(Dataset entries)
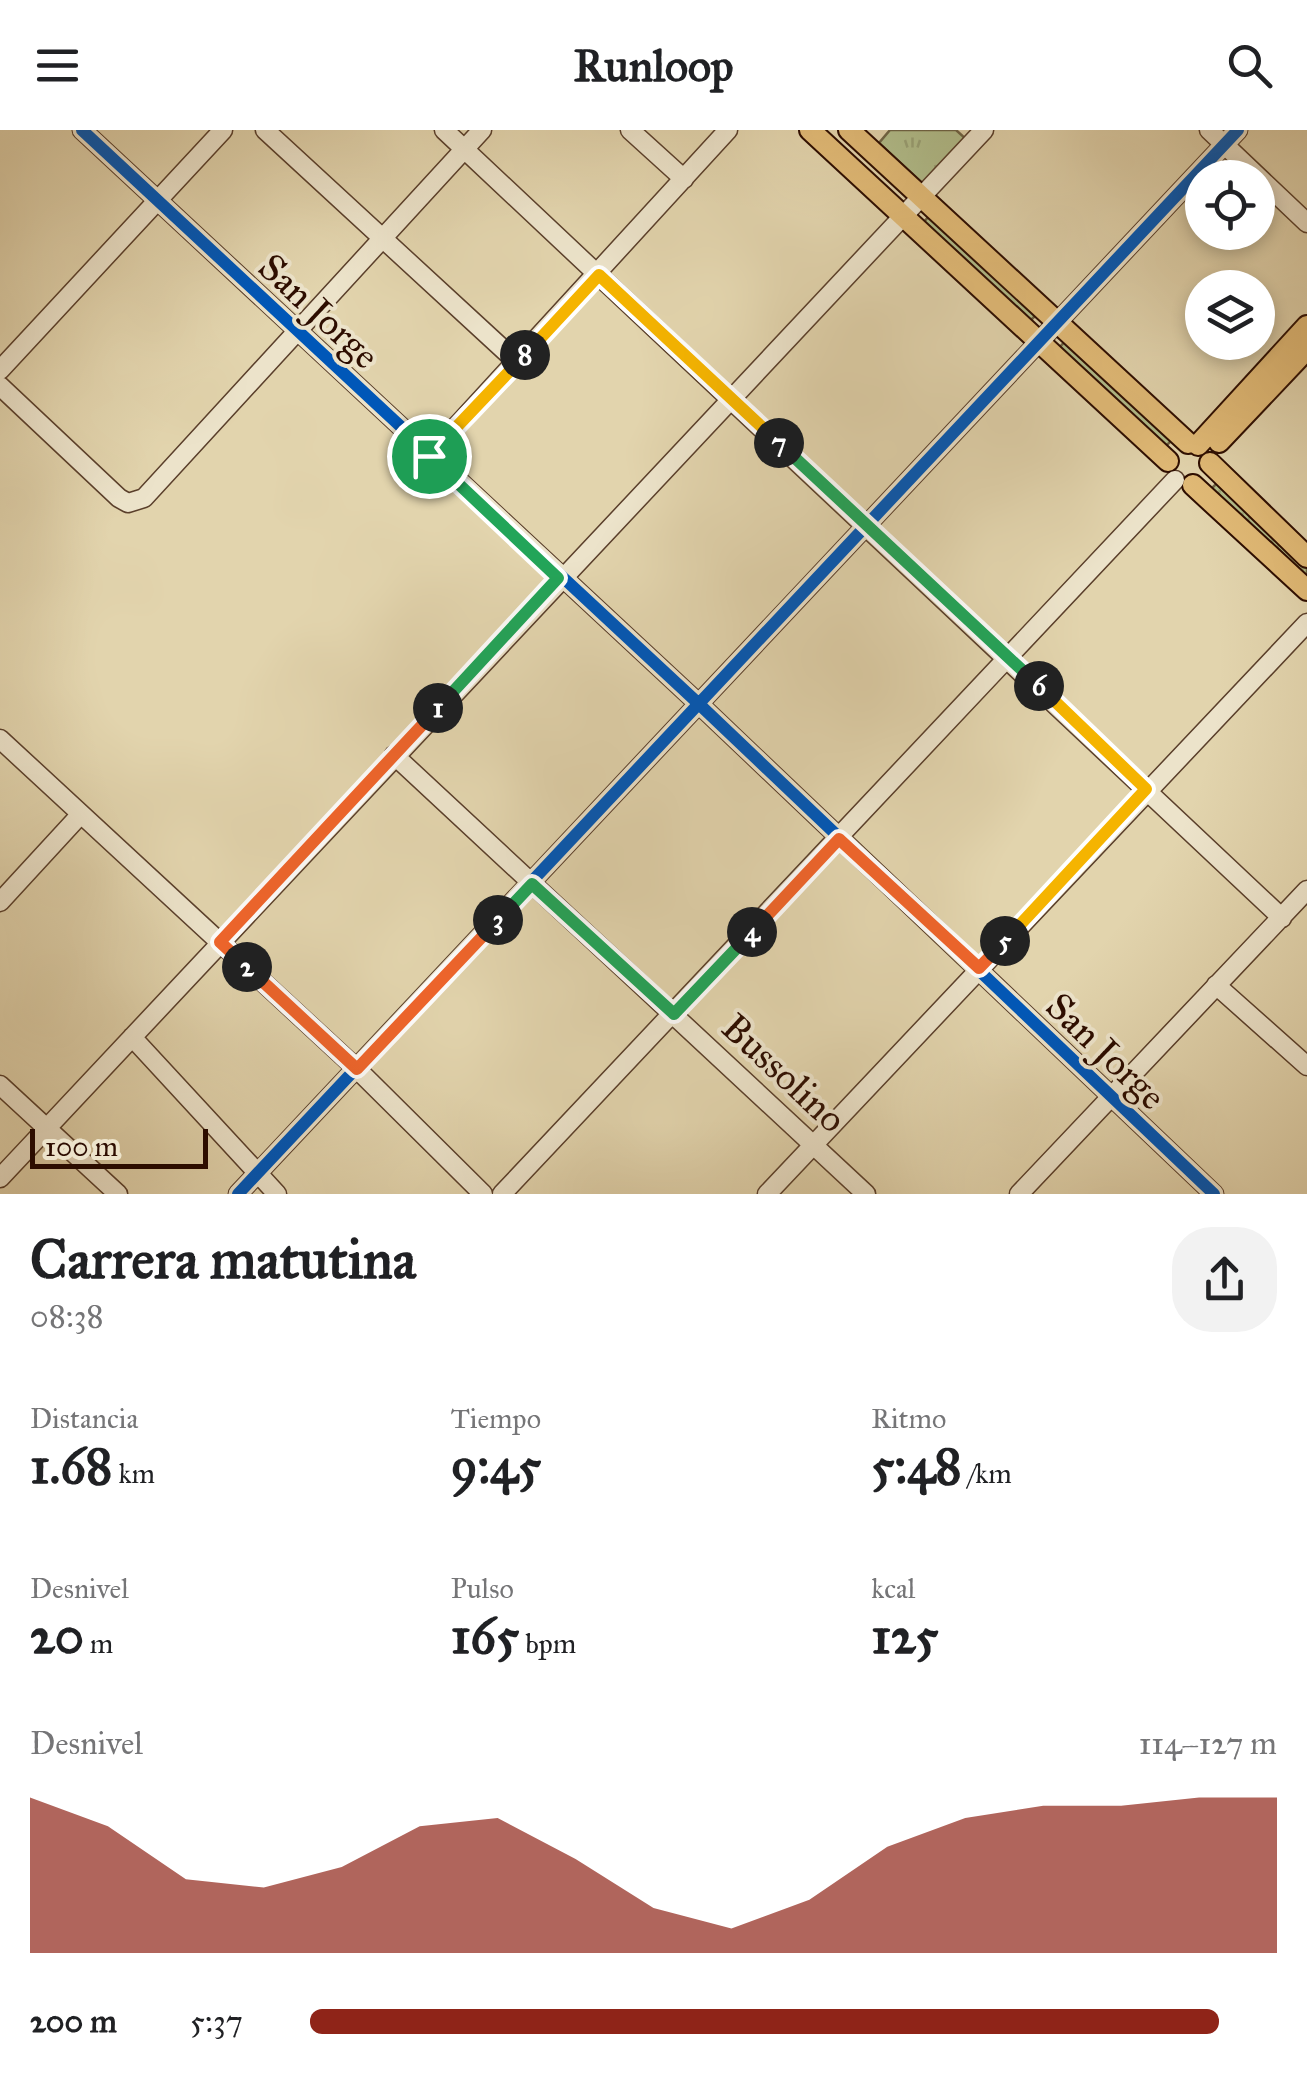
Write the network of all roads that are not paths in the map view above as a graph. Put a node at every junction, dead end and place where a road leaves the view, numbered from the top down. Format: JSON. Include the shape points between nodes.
{"nodes":[{"id":1,"x":82,"y":130,"type":"edge"},
{"id":2,"x":223,"y":130,"type":"edge"},
{"id":3,"x":265,"y":130,"type":"edge"},
{"id":4,"x":444,"y":130,"type":"edge"},
{"id":5,"x":482,"y":130,"type":"edge"},
{"id":6,"x":630,"y":130,"type":"edge"},
{"id":7,"x":728,"y":130,"type":"edge"},
{"id":8,"x":810,"y":130,"type":"edge"},
{"id":9,"x":849,"y":130,"type":"edge"},
{"id":10,"x":984,"y":130,"type":"edge"},
{"id":11,"x":1209,"y":130,"type":"edge"},
{"id":12,"x":1238,"y":130,"type":"edge"},
{"id":13,"x":1224,"y":144,"type":"junction"},
{"id":14,"x":464,"y":149,"type":"junction"},
{"id":15,"x":684,"y":179,"type":"junction"},
{"id":16,"x":920,"y":196,"type":"junction"},
{"id":17,"x":158,"y":199,"type":"junction"},
{"id":18,"x":902,"y":216,"type":"junction"},
{"id":19,"x":1307,"y":223,"type":"edge"},
{"id":20,"x":385,"y":240,"type":"junction"},
{"id":21,"x":599,"y":275,"type":"junction"},
{"id":22,"x":1057,"y":324,"type":"junction"},
{"id":23,"x":1307,"y":326,"type":"edge"},
{"id":24,"x":299,"y":333,"type":"junction"},
{"id":25,"x":1039,"y":344,"type":"junction"},
{"id":26,"x":1307,"y":349,"type":"edge"},
{"id":27,"x":518,"y":363,"type":"junction"},
{"id":28,"x":0,"y":370,"type":"edge"},
{"id":29,"x":0,"y":386,"type":"edge"},
{"id":30,"x":734,"y":401,"type":"junction"},
{"id":31,"x":1201,"y":451,"type":"junction"},
{"id":32,"x":429,"y":456,"type":"junction"},
{"id":33,"x":1179,"y":475,"type":"junction"},
{"id":34,"x":869,"y":526,"type":"junction"},
{"id":35,"x":1307,"y":556,"type":"edge"},
{"id":36,"x":558,"y":578,"type":"junction"},
{"id":37,"x":1307,"y":590,"type":"edge"},
{"id":38,"x":1307,"y":623,"type":"edge"},
{"id":39,"x":1008,"y":656,"type":"junction"},
{"id":40,"x":700,"y":705,"type":"junction"},
{"id":41,"x":0,"y":739,"type":"edge"},
{"id":42,"x":394,"y":755,"type":"junction"},
{"id":43,"x":1146,"y":789,"type":"junction"},
{"id":44,"x":80,"y":814,"type":"junction"},
{"id":45,"x":839,"y":839,"type":"junction"},
{"id":46,"x":532,"y":884,"type":"junction"},
{"id":47,"x":1307,"y":890,"type":"edge"},
{"id":48,"x":0,"y":902,"type":"edge"},
{"id":49,"x":1282,"y":918,"type":"junction"},
{"id":50,"x":220,"y":942,"type":"junction"},
{"id":51,"x":979,"y":968,"type":"junction"},
{"id":52,"x":1216,"y":985,"type":"junction"},
{"id":53,"x":674,"y":1014,"type":"junction"},
{"id":54,"x":132,"y":1037,"type":"junction"},
{"id":55,"x":1307,"y":1066,"type":"edge"},
{"id":56,"x":357,"y":1069,"type":"junction"},
{"id":57,"x":0,"y":1085,"type":"edge"},
{"id":58,"x":1111,"y":1098,"type":"junction"},
{"id":59,"x":47,"y":1128,"type":"junction"},
{"id":60,"x":812,"y":1144,"type":"junction"},
{"id":61,"x":258,"y":1174,"type":"junction"},
{"id":62,"x":0,"y":1178,"type":"edge"},
{"id":63,"x":118,"y":1194,"type":"edge"},
{"id":64,"x":238,"y":1194,"type":"edge"},
{"id":65,"x":277,"y":1194,"type":"edge"},
{"id":66,"x":483,"y":1194,"type":"edge"},
{"id":67,"x":502,"y":1194,"type":"edge"},
{"id":68,"x":767,"y":1194,"type":"edge"},
{"id":69,"x":866,"y":1194,"type":"edge"},
{"id":70,"x":1020,"y":1194,"type":"edge"},
{"id":71,"x":1214,"y":1194,"type":"edge"}],
"edges":[{"from":1,"to":17,"type":"street","name":"San Jorge"},
{"from":2,"to":17,"type":"street"},
{"from":3,"to":20,"type":"street"},
{"from":4,"to":14,"type":"street"},
{"from":5,"to":14,"type":"street"},
{"from":6,"to":15,"type":"street"},
{"from":7,"to":15,"type":"street"},
{"from":8,"to":18,"type":"main road"},
{"from":9,"to":16,"type":"main road"},
{"from":10,"to":16,"type":"street"},
{"from":11,"to":13,"type":"street"},
{"from":12,"to":13,"type":"street"},
{"from":13,"to":19,"type":"street"},
{"from":13,"to":22,"type":"street"},
{"from":14,"to":20,"type":"street"},
{"from":14,"to":21,"type":"street"},
{"from":15,"to":21,"type":"street"},
{"from":16,"to":18,"type":"street"},
{"from":16,"to":22,"type":"main road"},
{"from":17,"to":24,"type":"street","name":"San Jorge"},
{"from":17,"to":28,"type":"street"},
{"from":18,"to":25,"type":"main road"},
{"from":18,"to":30,"type":"street"},
{"from":20,"to":24,"type":"street"},
{"from":20,"to":27,"type":"street"},
{"from":21,"to":27,"type":"street"},
{"from":21,"to":30,"type":"street"},
{"from":22,"to":25,"type":"street"},
{"from":22,"to":31,"type":"main road"},
{"from":23,"to":31,"type":"main road"},
{"from":24,"to":29,"type":"street","via":[[144,498],[128,503]]},
{"from":24,"to":32,"type":"street","name":"San Jorge"},
{"from":25,"to":33,"type":"main road"},
{"from":25,"to":34,"type":"street"},
{"from":26,"to":31,"type":"main road"},
{"from":27,"to":32,"type":"street"},
{"from":30,"to":34,"type":"street"},
{"from":30,"to":36,"type":"street"},
{"from":31,"to":33,"type":"main road","via":[[1204,479]]},
{"from":31,"to":33,"type":"main road","via":[[1177,446]]},
{"from":31,"to":35,"type":"main road"},
{"from":32,"to":36,"type":"street","name":"San Jorge"},
{"from":33,"to":37,"type":"main road"},
{"from":33,"to":39,"type":"street"},
{"from":34,"to":39,"type":"street"},
{"from":34,"to":40,"type":"street"},
{"from":36,"to":40,"type":"street","name":"San Jorge"},
{"from":36,"to":42,"type":"street"},
{"from":38,"to":43,"type":"street"},
{"from":39,"to":43,"type":"street"},
{"from":39,"to":45,"type":"street"},
{"from":40,"to":45,"type":"street","name":"San Jorge"},
{"from":40,"to":46,"type":"street"},
{"from":41,"to":44,"type":"street"},
{"from":42,"to":46,"type":"street","name":"Bussolino"},
{"from":42,"to":50,"type":"street"},
{"from":43,"to":49,"type":"street"},
{"from":43,"to":51,"type":"street"},
{"from":44,"to":48,"type":"street"},
{"from":44,"to":50,"type":"street"},
{"from":45,"to":51,"type":"street","name":"San Jorge"},
{"from":45,"to":53,"type":"street"},
{"from":46,"to":53,"type":"street","name":"Bussolino"},
{"from":46,"to":56,"type":"street"},
{"from":47,"to":49,"type":"street"},
{"from":49,"to":52,"type":"street"},
{"from":50,"to":54,"type":"street"},
{"from":50,"to":56,"type":"street"},
{"from":51,"to":58,"type":"street","name":"San Jorge"},
{"from":51,"to":60,"type":"street"},
{"from":52,"to":55,"type":"street"},
{"from":52,"to":58,"type":"street"},
{"from":53,"to":60,"type":"street","name":"Bussolino"},
{"from":53,"to":67,"type":"street"},
{"from":54,"to":59,"type":"street"},
{"from":54,"to":61,"type":"street"},
{"from":56,"to":61,"type":"street"},
{"from":56,"to":66,"type":"street"},
{"from":57,"to":59,"type":"street"},
{"from":58,"to":70,"type":"street"},
{"from":58,"to":71,"type":"street","name":"San Jorge"},
{"from":59,"to":62,"type":"street"},
{"from":59,"to":63,"type":"street"},
{"from":60,"to":68,"type":"street"},
{"from":60,"to":69,"type":"street","name":"Bussolino"},
{"from":61,"to":64,"type":"street"},
{"from":61,"to":65,"type":"street"}]}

WHAT YOU WILL DO:
The word to find is "nodes". Copy every line of the records that holds it.

RESPONSE:
Write the network of all roads that are not paths in the map view above as a graph. Put a node at every junction, dead end and place where a road leaves the view, numbered from the top down. Format: JSON. Include the shape points between nodes.
{"nodes":[{"id":1,"x":82,"y":130,"type":"edge"},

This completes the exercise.